Input material section start

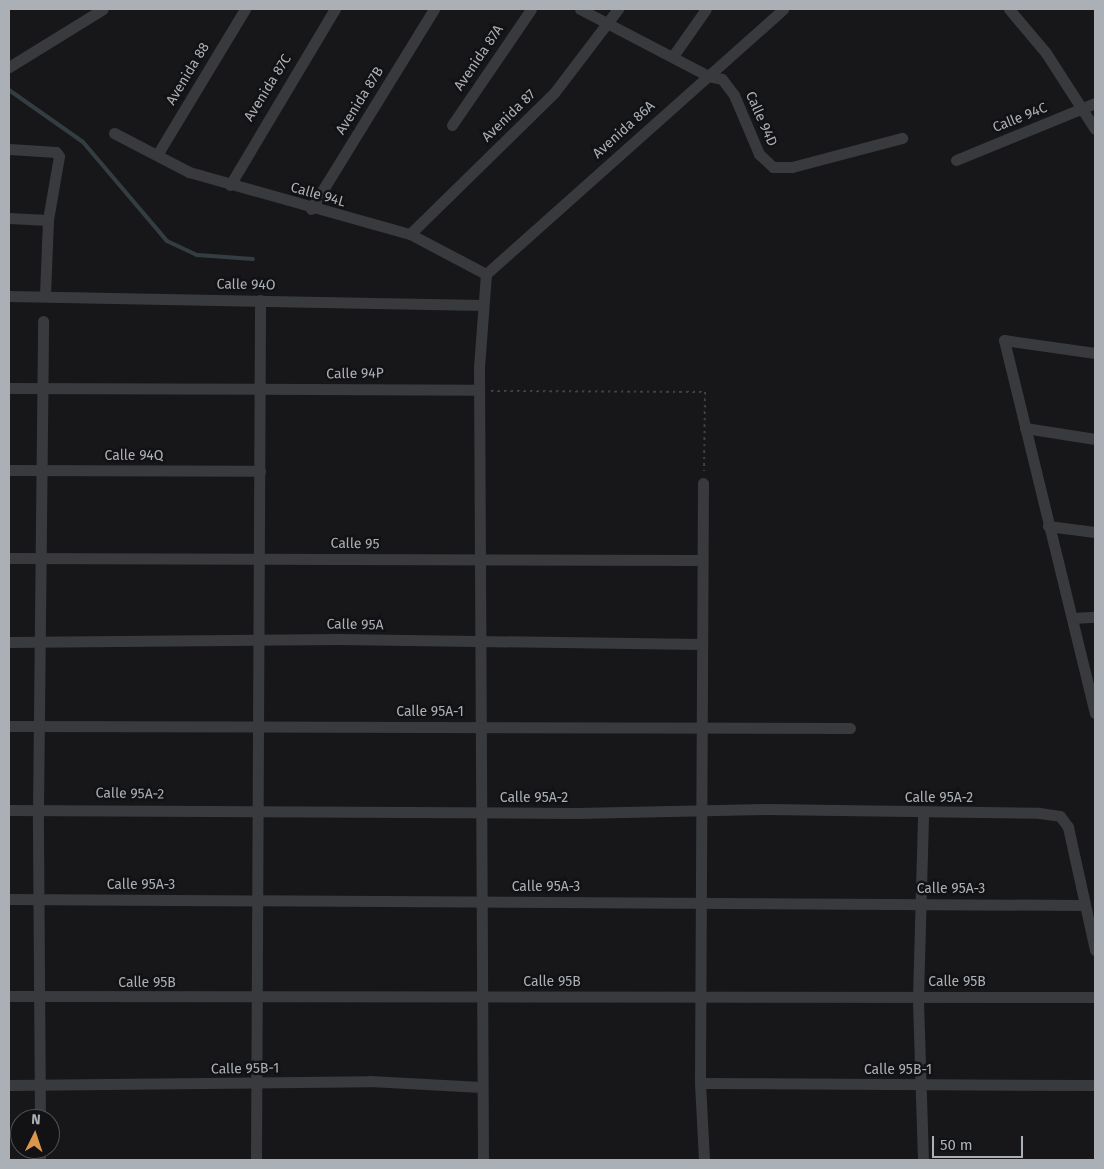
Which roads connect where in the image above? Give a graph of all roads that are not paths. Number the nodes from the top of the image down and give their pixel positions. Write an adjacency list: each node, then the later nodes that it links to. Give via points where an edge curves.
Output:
1 (104, 9): 13 (street)
2 (245, 9): 22 (street, Avenida 88)
3 (335, 9): 24 (street, Avenida 87C)
4 (434, 9): 25 (street, Avenida 87B)
5 (531, 9): 17 (street, Avenida 87A)
6 (580, 9): 11 (street, Calle 94D)
7 (618, 9): 11 (street, Avenida 87)
8 (706, 9): 12 (street)
9 (782, 9): 14 (street, Avenida 86A)
10 (1009, 9): 16 (street, via 1046,52)
11 (609, 23): 12 (street, Calle 94D); 28 (street, Avenida 87, via 554,93)
12 (673, 56): 14 (street, Calle 94D)
13 (9, 67)
14 (708, 76): 20 (street, Calle 94D, via 727,84 760,154 773,167 792,167); 29 (street, Avenida 86A)
15 (1095, 104): 16 (street, Calle 94C)
16 (1080, 110): 18 (street); 23 (street, Calle 94C)
17 (452, 125)
18 (1095, 129)
19 (114, 133): 22 (street, Calle 94L)
20 (902, 138)
21 (9, 149): 27 (street, via 56,152)
22 (157, 156): 24 (street, Calle 94L, via 188,172)
23 (956, 160)
24 (230, 184): 25 (street, Calle 94L)
25 (311, 209): 28 (street, Calle 94L)
26 (9, 218): 27 (street)
27 (48, 220): 31 (street)
28 (410, 234): 29 (street, Calle 94L)
29 (486, 274): 33 (street)
30 (9, 296): 31 (street, Calle 94O)
31 (46, 296): 32 (street, Calle 94O)
32 (260, 300): 33 (street, Calle 94O); 38 (street)
33 (483, 305): 39 (street)
34 (43, 321): 37 (street)
35 (1095, 353): 40 (street, via 1004,340)
36 (9, 388): 37 (street, Calle 94P)
37 (42, 388): 38 (street, Calle 94P); 43 (street)
38 (258, 389): 39 (street, Calle 94P); 44 (street)
39 (479, 390): 51 (street)
40 (1025, 428): 41 (street); 46 (street)
41 (1095, 439)
42 (9, 470): 43 (street, Calle 94Q)
43 (41, 471): 44 (street, Calle 94Q); 49 (street)
44 (260, 471): 50 (street)
45 (703, 483): 52 (street)
46 (1048, 526): 47 (street); 54 (street)
47 (1095, 532)
48 (9, 558): 49 (street, Calle 95)
49 (41, 558): 50 (street, Calle 95); 57 (street)
50 (259, 558): 51 (street, Calle 95); 55 (street)
51 (480, 560): 52 (street, Calle 95); 58 (street)
52 (701, 560): 59 (street)
53 (1095, 617): 54 (street)
54 (1073, 618): 60 (street)
55 (258, 640): 57 (street, Calle 95A); 58 (street, Calle 95A); 63 (street)
56 (9, 642): 57 (street, Calle 95A)
57 (41, 642): 62 (street)
58 (482, 642): 59 (street, Calle 95A); 64 (street)
59 (701, 644): 65 (street)
60 (1095, 713)
61 (9, 726): 62 (street, Calle 95A-1)
62 (40, 726): 63 (street, Calle 95A-1); 68 (street)
63 (260, 726): 64 (street, Calle 95A-1); 70 (street)
64 (483, 727): 65 (street, Calle 95A-1); 71 (street)
65 (701, 727): 66 (street, Calle 95A-1); 69 (street)
66 (850, 728)
67 (9, 810): 68 (street, Calle 95A-2)
68 (38, 810): 70 (street, Calle 95A-2); 74 (street)
69 (702, 810): 71 (street, Calle 95A-2); 72 (street, Calle 95A-2); 77 (street)
70 (260, 812): 71 (street, Calle 95A-2); 75 (street)
71 (481, 813): 76 (street)
72 (923, 813): 78 (street); 79 (street, Calle 95A-2, via 1060,816 1068,826)
73 (9, 899): 74 (street, Calle 95A-3)
74 (38, 899): 75 (street, Calle 95A-3); 82 (street)
75 (257, 900): 76 (street, Calle 95A-3); 86 (street)
76 (483, 901): 77 (street, Calle 95A-3); 87 (street)
77 (700, 902): 78 (street, Calle 95A-3); 83 (street)
78 (919, 904): 79 (street, Calle 95A-3); 84 (street)
79 (1083, 905): 80 (street)
80 (1095, 950)
81 (9, 996): 82 (street, Calle 95B)
82 (38, 997): 86 (street, Calle 95B); 92 (street)
83 (700, 997): 84 (street, Calle 95B); 87 (street, Calle 95B); 88 (street)
84 (918, 997): 85 (street, Calle 95B); 93 (street)
85 (1095, 997)
86 (258, 998): 87 (street, Calle 95B); 89 (street)
87 (481, 998): 94 (street)
88 (700, 1083): 93 (street, Calle 95B-1); 98 (street)
89 (257, 1084): 92 (street, Calle 95B-1); 94 (street, Calle 95B-1, via 370,1081); 96 (street)
90 (9, 1085): 92 (street, Calle 95B-1)
91 (1095, 1085): 93 (street, Calle 95B-1)
92 (40, 1086): 95 (street)
93 (920, 1086): 99 (street)
94 (481, 1087): 97 (street)
95 (40, 1109)
96 (256, 1160)
97 (483, 1160)
98 (704, 1160)
99 (923, 1160)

Input material section end

◆ Problem description: Would you please copy every line in the data that contains the word "Avenida"?

◆ Your response:
2 (245, 9): 22 (street, Avenida 88)
3 (335, 9): 24 (street, Avenida 87C)
4 (434, 9): 25 (street, Avenida 87B)
5 (531, 9): 17 (street, Avenida 87A)
7 (618, 9): 11 (street, Avenida 87)
9 (782, 9): 14 (street, Avenida 86A)
11 (609, 23): 12 (street, Calle 94D); 28 (street, Avenida 87, via 554,93)
14 (708, 76): 20 (street, Calle 94D, via 727,84 760,154 773,167 792,167); 29 (street, Avenida 86A)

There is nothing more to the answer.